**Your instructions:**
All of the entries are to be returned word for word.
-- The data follows --
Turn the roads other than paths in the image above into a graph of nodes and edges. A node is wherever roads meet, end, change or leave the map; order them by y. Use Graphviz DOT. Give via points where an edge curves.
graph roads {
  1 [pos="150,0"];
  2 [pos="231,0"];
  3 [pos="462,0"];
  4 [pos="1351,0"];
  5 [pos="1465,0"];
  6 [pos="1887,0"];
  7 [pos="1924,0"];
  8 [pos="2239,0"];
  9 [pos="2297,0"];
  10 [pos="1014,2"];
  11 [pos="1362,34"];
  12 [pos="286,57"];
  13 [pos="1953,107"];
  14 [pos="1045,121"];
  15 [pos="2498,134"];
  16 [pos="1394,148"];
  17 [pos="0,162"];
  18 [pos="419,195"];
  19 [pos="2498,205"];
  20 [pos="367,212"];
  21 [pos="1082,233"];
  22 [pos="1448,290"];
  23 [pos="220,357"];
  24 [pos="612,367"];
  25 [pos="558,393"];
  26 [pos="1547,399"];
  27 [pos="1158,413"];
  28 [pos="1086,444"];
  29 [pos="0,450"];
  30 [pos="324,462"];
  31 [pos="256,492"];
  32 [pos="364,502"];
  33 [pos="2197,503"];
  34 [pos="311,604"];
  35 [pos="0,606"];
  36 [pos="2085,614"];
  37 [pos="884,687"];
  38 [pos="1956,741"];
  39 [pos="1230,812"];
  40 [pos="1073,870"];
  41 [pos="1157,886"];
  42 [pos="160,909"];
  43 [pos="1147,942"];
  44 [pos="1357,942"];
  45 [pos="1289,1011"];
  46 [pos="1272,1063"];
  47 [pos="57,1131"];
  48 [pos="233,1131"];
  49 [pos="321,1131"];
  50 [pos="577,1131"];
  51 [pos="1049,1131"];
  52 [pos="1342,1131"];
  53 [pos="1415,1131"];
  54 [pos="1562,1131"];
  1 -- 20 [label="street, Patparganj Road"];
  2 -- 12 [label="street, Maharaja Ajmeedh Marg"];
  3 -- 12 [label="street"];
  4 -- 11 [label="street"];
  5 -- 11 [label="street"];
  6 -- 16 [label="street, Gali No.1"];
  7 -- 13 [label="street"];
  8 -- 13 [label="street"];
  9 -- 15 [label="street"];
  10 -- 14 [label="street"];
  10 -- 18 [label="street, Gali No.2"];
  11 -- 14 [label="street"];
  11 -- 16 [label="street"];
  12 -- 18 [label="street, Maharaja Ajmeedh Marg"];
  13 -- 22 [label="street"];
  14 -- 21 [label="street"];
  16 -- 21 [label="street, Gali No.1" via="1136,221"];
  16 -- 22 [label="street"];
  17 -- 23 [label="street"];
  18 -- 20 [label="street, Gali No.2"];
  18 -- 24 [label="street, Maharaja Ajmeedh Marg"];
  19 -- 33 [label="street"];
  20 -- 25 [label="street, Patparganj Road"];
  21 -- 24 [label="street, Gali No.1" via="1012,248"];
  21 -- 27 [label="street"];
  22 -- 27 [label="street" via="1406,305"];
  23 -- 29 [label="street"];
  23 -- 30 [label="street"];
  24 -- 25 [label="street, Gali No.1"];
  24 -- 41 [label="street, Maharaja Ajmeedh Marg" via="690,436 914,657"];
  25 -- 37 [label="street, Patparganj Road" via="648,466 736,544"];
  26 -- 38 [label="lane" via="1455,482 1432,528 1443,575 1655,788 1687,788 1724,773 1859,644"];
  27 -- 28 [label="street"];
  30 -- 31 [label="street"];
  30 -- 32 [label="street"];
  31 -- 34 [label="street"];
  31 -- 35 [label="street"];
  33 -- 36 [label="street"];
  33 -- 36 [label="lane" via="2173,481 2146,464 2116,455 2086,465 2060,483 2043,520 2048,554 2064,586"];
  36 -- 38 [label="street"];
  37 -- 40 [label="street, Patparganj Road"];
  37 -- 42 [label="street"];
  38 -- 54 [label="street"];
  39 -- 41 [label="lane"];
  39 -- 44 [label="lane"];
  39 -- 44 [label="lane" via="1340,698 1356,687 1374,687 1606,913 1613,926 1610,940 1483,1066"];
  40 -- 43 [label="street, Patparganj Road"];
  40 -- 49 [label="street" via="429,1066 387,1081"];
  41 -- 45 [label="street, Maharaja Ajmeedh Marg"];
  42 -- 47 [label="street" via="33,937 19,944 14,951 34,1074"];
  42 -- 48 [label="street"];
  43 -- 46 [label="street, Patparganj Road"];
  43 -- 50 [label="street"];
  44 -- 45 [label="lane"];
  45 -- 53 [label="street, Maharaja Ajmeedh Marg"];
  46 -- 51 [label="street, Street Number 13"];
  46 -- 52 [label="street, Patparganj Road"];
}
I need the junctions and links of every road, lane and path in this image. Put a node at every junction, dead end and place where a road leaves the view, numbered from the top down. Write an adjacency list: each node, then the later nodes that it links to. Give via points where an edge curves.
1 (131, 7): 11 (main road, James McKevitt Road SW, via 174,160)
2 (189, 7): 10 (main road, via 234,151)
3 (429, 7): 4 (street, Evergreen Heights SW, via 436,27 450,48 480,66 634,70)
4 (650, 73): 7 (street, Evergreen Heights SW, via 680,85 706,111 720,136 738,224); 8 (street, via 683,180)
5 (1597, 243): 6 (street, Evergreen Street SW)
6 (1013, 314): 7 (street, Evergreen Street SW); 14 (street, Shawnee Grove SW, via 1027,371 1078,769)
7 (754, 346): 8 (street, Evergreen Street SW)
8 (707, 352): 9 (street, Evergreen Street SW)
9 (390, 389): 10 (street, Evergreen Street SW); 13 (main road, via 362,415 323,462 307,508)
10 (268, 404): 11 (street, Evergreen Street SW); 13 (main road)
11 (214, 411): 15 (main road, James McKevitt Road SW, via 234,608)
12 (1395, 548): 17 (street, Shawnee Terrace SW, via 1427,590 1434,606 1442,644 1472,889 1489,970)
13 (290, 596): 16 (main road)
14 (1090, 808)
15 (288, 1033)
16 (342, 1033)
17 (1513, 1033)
-- The data concluded --
**Task output:**
Turn the roads other than paths in the image above into a graph of nodes and edges. A node is wherever roads meet, end, change or leave the map; order them by y. Use Graphviz DOT. Give via points where an edge curves.
graph roads {
  1 [pos="150,0"];
  2 [pos="231,0"];
  3 [pos="462,0"];
  4 [pos="1351,0"];
  5 [pos="1465,0"];
  6 [pos="1887,0"];
  7 [pos="1924,0"];
  8 [pos="2239,0"];
  9 [pos="2297,0"];
  10 [pos="1014,2"];
  11 [pos="1362,34"];
  12 [pos="286,57"];
  13 [pos="1953,107"];
  14 [pos="1045,121"];
  15 [pos="2498,134"];
  16 [pos="1394,148"];
  17 [pos="0,162"];
  18 [pos="419,195"];
  19 [pos="2498,205"];
  20 [pos="367,212"];
  21 [pos="1082,233"];
  22 [pos="1448,290"];
  23 [pos="220,357"];
  24 [pos="612,367"];
  25 [pos="558,393"];
  26 [pos="1547,399"];
  27 [pos="1158,413"];
  28 [pos="1086,444"];
  29 [pos="0,450"];
  30 [pos="324,462"];
  31 [pos="256,492"];
  32 [pos="364,502"];
  33 [pos="2197,503"];
  34 [pos="311,604"];
  35 [pos="0,606"];
  36 [pos="2085,614"];
  37 [pos="884,687"];
  38 [pos="1956,741"];
  39 [pos="1230,812"];
  40 [pos="1073,870"];
  41 [pos="1157,886"];
  42 [pos="160,909"];
  43 [pos="1147,942"];
  44 [pos="1357,942"];
  45 [pos="1289,1011"];
  46 [pos="1272,1063"];
  47 [pos="57,1131"];
  48 [pos="233,1131"];
  49 [pos="321,1131"];
  50 [pos="577,1131"];
  51 [pos="1049,1131"];
  52 [pos="1342,1131"];
  53 [pos="1415,1131"];
  54 [pos="1562,1131"];
  1 -- 20 [label="street, Patparganj Road"];
  2 -- 12 [label="street, Maharaja Ajmeedh Marg"];
  3 -- 12 [label="street"];
  4 -- 11 [label="street"];
  5 -- 11 [label="street"];
  6 -- 16 [label="street, Gali No.1"];
  7 -- 13 [label="street"];
  8 -- 13 [label="street"];
  9 -- 15 [label="street"];
  10 -- 14 [label="street"];
  10 -- 18 [label="street, Gali No.2"];
  11 -- 14 [label="street"];
  11 -- 16 [label="street"];
  12 -- 18 [label="street, Maharaja Ajmeedh Marg"];
  13 -- 22 [label="street"];
  14 -- 21 [label="street"];
  16 -- 21 [label="street, Gali No.1" via="1136,221"];
  16 -- 22 [label="street"];
  17 -- 23 [label="street"];
  18 -- 20 [label="street, Gali No.2"];
  18 -- 24 [label="street, Maharaja Ajmeedh Marg"];
  19 -- 33 [label="street"];
  20 -- 25 [label="street, Patparganj Road"];
  21 -- 24 [label="street, Gali No.1" via="1012,248"];
  21 -- 27 [label="street"];
  22 -- 27 [label="street" via="1406,305"];
  23 -- 29 [label="street"];
  23 -- 30 [label="street"];
  24 -- 25 [label="street, Gali No.1"];
  24 -- 41 [label="street, Maharaja Ajmeedh Marg" via="690,436 914,657"];
  25 -- 37 [label="street, Patparganj Road" via="648,466 736,544"];
  26 -- 38 [label="lane" via="1455,482 1432,528 1443,575 1655,788 1687,788 1724,773 1859,644"];
  27 -- 28 [label="street"];
  30 -- 31 [label="street"];
  30 -- 32 [label="street"];
  31 -- 34 [label="street"];
  31 -- 35 [label="street"];
  33 -- 36 [label="street"];
  33 -- 36 [label="lane" via="2173,481 2146,464 2116,455 2086,465 2060,483 2043,520 2048,554 2064,586"];
  36 -- 38 [label="street"];
  37 -- 40 [label="street, Patparganj Road"];
  37 -- 42 [label="street"];
  38 -- 54 [label="street"];
  39 -- 41 [label="lane"];
  39 -- 44 [label="lane"];
  39 -- 44 [label="lane" via="1340,698 1356,687 1374,687 1606,913 1613,926 1610,940 1483,1066"];
  40 -- 43 [label="street, Patparganj Road"];
  40 -- 49 [label="street" via="429,1066 387,1081"];
  41 -- 45 [label="street, Maharaja Ajmeedh Marg"];
  42 -- 47 [label="street" via="33,937 19,944 14,951 34,1074"];
  42 -- 48 [label="street"];
  43 -- 46 [label="street, Patparganj Road"];
  43 -- 50 [label="street"];
  44 -- 45 [label="lane"];
  45 -- 53 [label="street, Maharaja Ajmeedh Marg"];
  46 -- 51 [label="street, Street Number 13"];
  46 -- 52 [label="street, Patparganj Road"];
}
I need the junctions and links of every road, lane and path in this image. Put a node at every junction, dead end and place where a road leaves the view, numbered from the top down. Write an adjacency list: each node, then the later nodes that it links to. Give via points where an edge curves.
1 (131, 7): 11 (main road, James McKevitt Road SW, via 174,160)
2 (189, 7): 10 (main road, via 234,151)
3 (429, 7): 4 (street, Evergreen Heights SW, via 436,27 450,48 480,66 634,70)
4 (650, 73): 7 (street, Evergreen Heights SW, via 680,85 706,111 720,136 738,224); 8 (street, via 683,180)
5 (1597, 243): 6 (street, Evergreen Street SW)
6 (1013, 314): 7 (street, Evergreen Street SW); 14 (street, Shawnee Grove SW, via 1027,371 1078,769)
7 (754, 346): 8 (street, Evergreen Street SW)
8 (707, 352): 9 (street, Evergreen Street SW)
9 (390, 389): 10 (street, Evergreen Street SW); 13 (main road, via 362,415 323,462 307,508)
10 (268, 404): 11 (street, Evergreen Street SW); 13 (main road)
11 (214, 411): 15 (main road, James McKevitt Road SW, via 234,608)
12 (1395, 548): 17 (street, Shawnee Terrace SW, via 1427,590 1434,606 1442,644 1472,889 1489,970)
13 (290, 596): 16 (main road)
14 (1090, 808)
15 (288, 1033)
16 (342, 1033)
17 (1513, 1033)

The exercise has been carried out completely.